The disaster in Minneapolis has brought to the forefront the issue of risk of loss to property and the work in progress during construction. This is an opportunity for contractors to become more aware of the risks they are assuming. As this article is a general review of property loss risk principles, readers should draw no conclusions of liability of the parties involved in the I-35W project.
The first distinction that must be drawn is between damage to existing property and damage to the contractor’s work itself. If, for example, a contractor damages private property along the project right-of-way during construction, it will be held accountable to the landowner. Similarly, absent a contract provision to the contrary, a contractor working on a highway project will be liable to the DOT for damages it causes to existing infrastructure.
The key word is “cause.” The contractor must have acted negligently. If the contractor can show that it took reasonable precautions and was simply building the work in accordance with the DOT’s plans, it might succeed in passing the damages on to the DOT through the claims process. In the case of damage to existing DOT infrastructure, the DOT must show that the contractor was not acting reasonably under the circumstances in order to hold the contractor liable.
To offset some of this risk, contractors typically purchase commercial general liability (CGL) insurance. With some narrow exceptions, CGL insurance generally does not cover damage to the contractor’s own work in progress and is limited to damage to other property. CGL coverage would, however, come into play in an instance where a contractor is renovating an existing structure and damages a portion of the structure that does not consist of the work being performed. CGL policies, like most other insurance policies, contain deductibles and policy limits that come into play and therefore may not provide total reimbursement for the loss.

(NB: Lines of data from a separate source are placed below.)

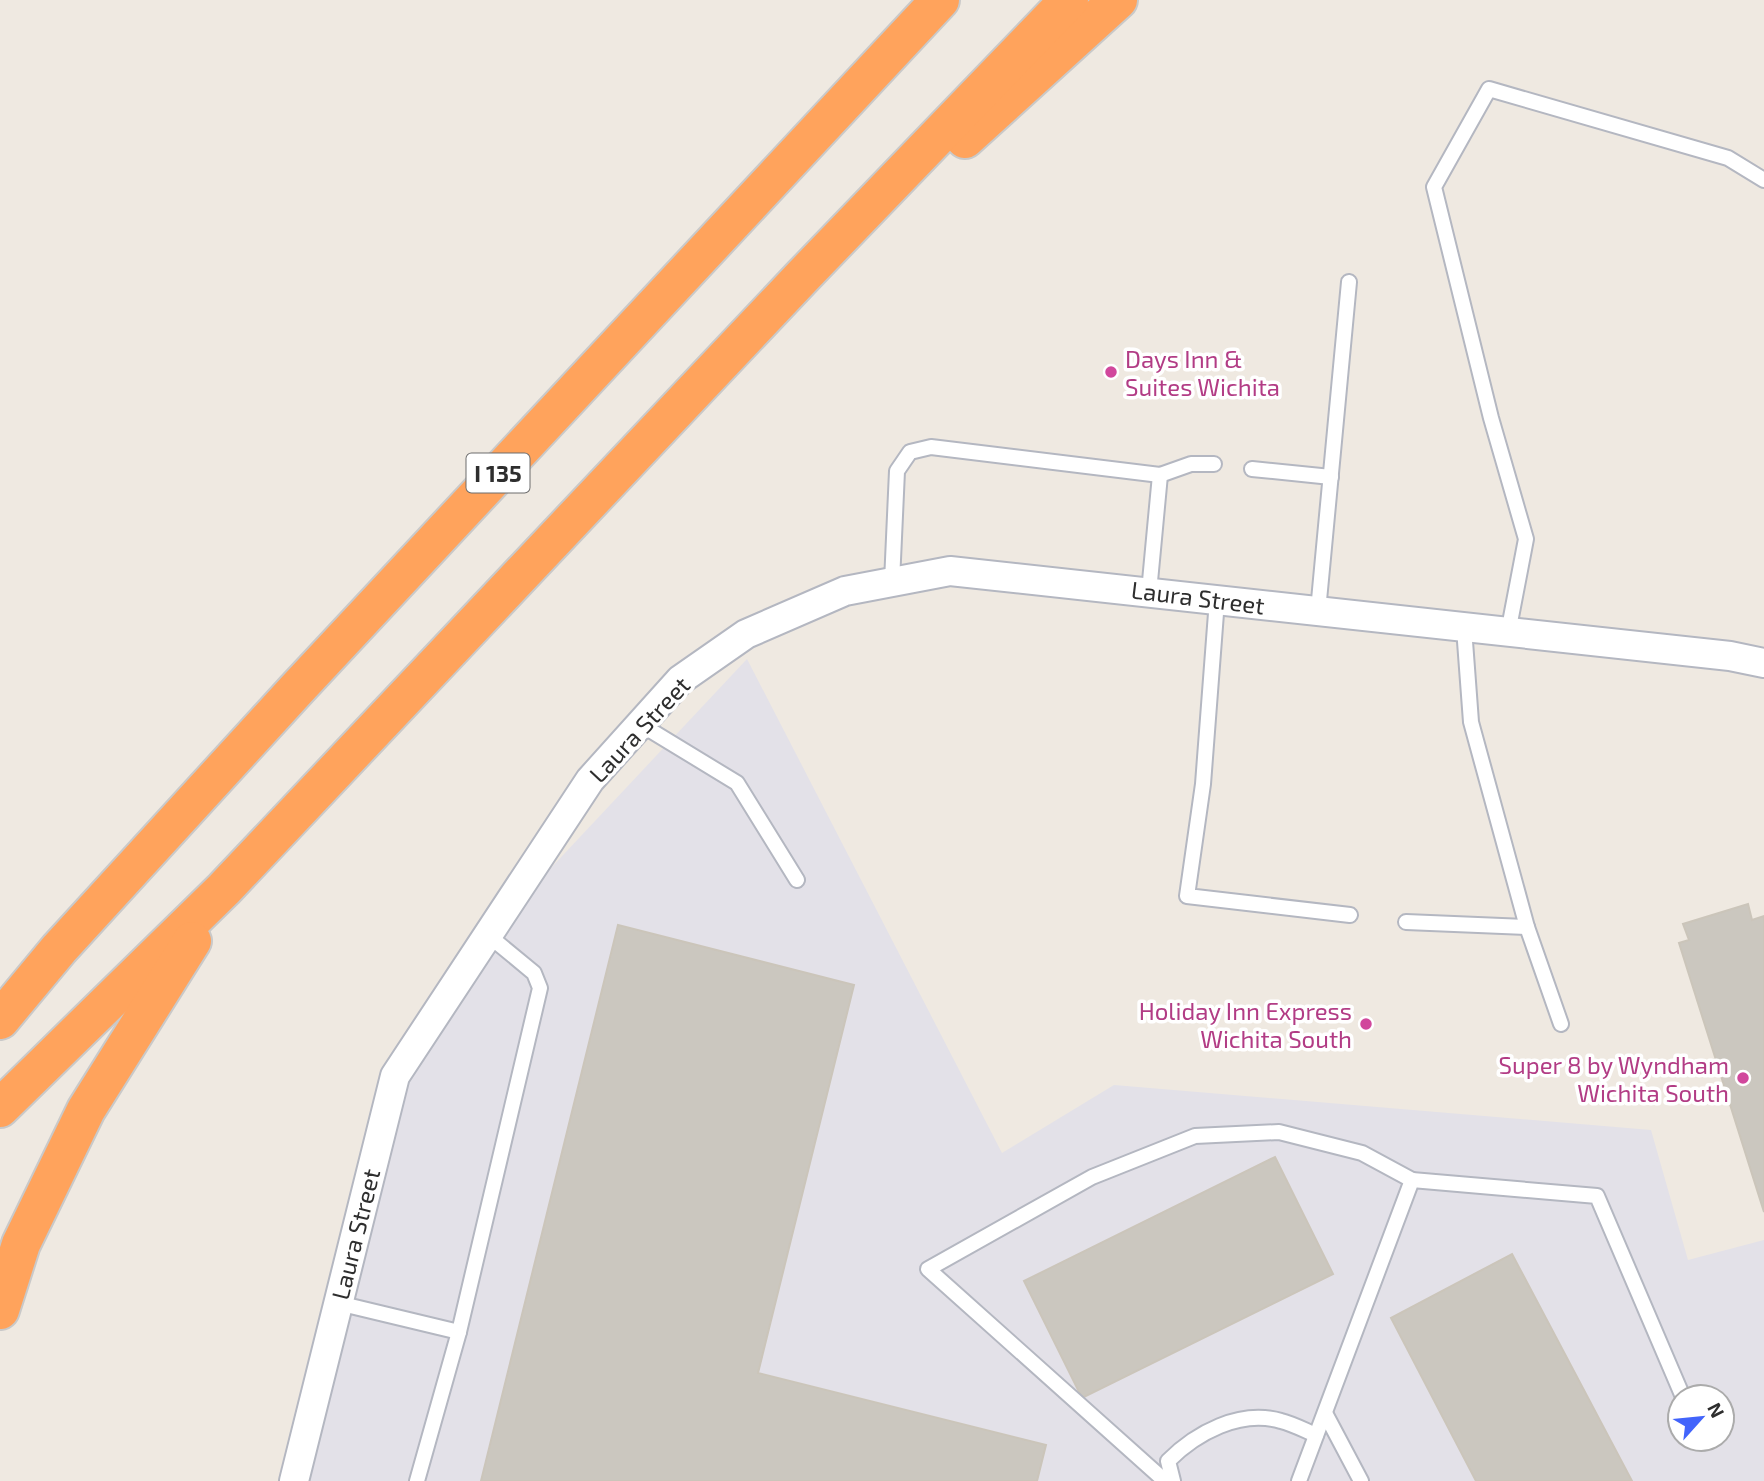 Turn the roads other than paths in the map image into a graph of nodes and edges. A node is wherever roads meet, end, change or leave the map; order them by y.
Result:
1 (940, 0) edge
2 (1069, 0) edge
3 (1118, 0) edge
4 (1764, 180) edge
5 (803, 276) junction
6 (1349, 282) dead end
7 (1214, 464) dead end
8 (1252, 469) dead end
9 (1160, 475) junction
10 (1331, 477) junction
11 (892, 582) junction
12 (1149, 592) junction
13 (1217, 600) junction
14 (1318, 611) junction
15 (1464, 628) junction
16 (1508, 633) junction
17 (1764, 663) edge
18 (640, 724) junction
19 (797, 880) dead end
20 (224, 889) junction
21 (1350, 915) dead end
22 (1406, 922) dead end
23 (1527, 927) junction
24 (488, 935) junction
25 (59, 949) junction
26 (0, 1001) edge
27 (0, 1020) edge
28 (1561, 1024) dead end
29 (0, 1108) edge
30 (1412, 1180) junction
31 (338, 1303) junction
32 (0, 1310) edge
33 (459, 1332) junction
34 (1678, 1383) edge
35 (1325, 1413) junction
36 (1316, 1435) junction
37 (294, 1481) edge
38 (417, 1481) edge
39 (1165, 1481) edge
40 (1173, 1481) edge
41 (1299, 1481) edge
42 (1361, 1481) edge

1 - 25 highway, I 135
2 - 5 highway
3 - 5 highway
4 - 16 lane
5 - 20 highway
6 - 10 lane
7 - 9 lane
8 - 10 lane
9 - 11 lane
9 - 12 lane
10 - 14 lane
11 - 12 street, Laura Street
11 - 18 street, Laura Street
12 - 13 street, Laura Street
13 - 14 street, Laura Street
13 - 21 lane
14 - 15 street, Laura Street
15 - 16 street, Laura Street
15 - 23 lane
16 - 17 street, Laura Street
18 - 19 lane
18 - 24 street, Laura Street
20 - 29 highway
20 - 32 highway
22 - 23 lane
23 - 28 lane
24 - 31 street, Laura Street
24 - 33 lane
25 - 26 highway
25 - 27 highway
30 - 34 lane
30 - 35 lane
30 - 39 lane
31 - 33 lane
31 - 37 street, Laura Street
33 - 38 lane
35 - 36 lane
35 - 42 lane
36 - 40 lane
36 - 41 lane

Liability for damage to work in progress is more problematic for the contractor because in most states, absent a specific contract provision stating otherwise, the risk rests with the contractor until the work is finally accepted by the owner. This risk exists regardless of whether the contractor is negligent and applies even where damage occurs through natural phenomena such as storms. Some owners, while not assuming the risk of loss to the work, agree to purchase builder’s risk insurance for the benefit of the contractor, subcontractors and others involved with the project.
Builder’s risk insurance is a property insurance policy that reimburses the insured for damage to, or destruction of, the project, regardless of whether the insured is at fault. Builder’s risk policies contain exclusions that limit or preclude coverage and also contain policy limits and deductibles. The two principal exclusions that come into play are for defects in workmanship and in design. The policy limits are typically equal to the original contract value for the project.
Heavy/highway contractors should be familiar with the laws in their state concerning who bears the risk of loss to the work prior to final acceptance by the owner. Furthermore, they must scrutinize the general provisions of the standard specifications as well as the special provisions issued in connection with each project to determine whether the owner has assumed the risk or has assigned it to the contractor. If this risk remains with the contractor and the owner is providing a builder’s risk policy, the contractor should review the policy to determine if it is adequate and possibly procure supplemental coverage if it is not. Finally, if the contractor bears the risk of loss and the owner is providing no coverage, it should strongly consider procuring a builder’s risk policy.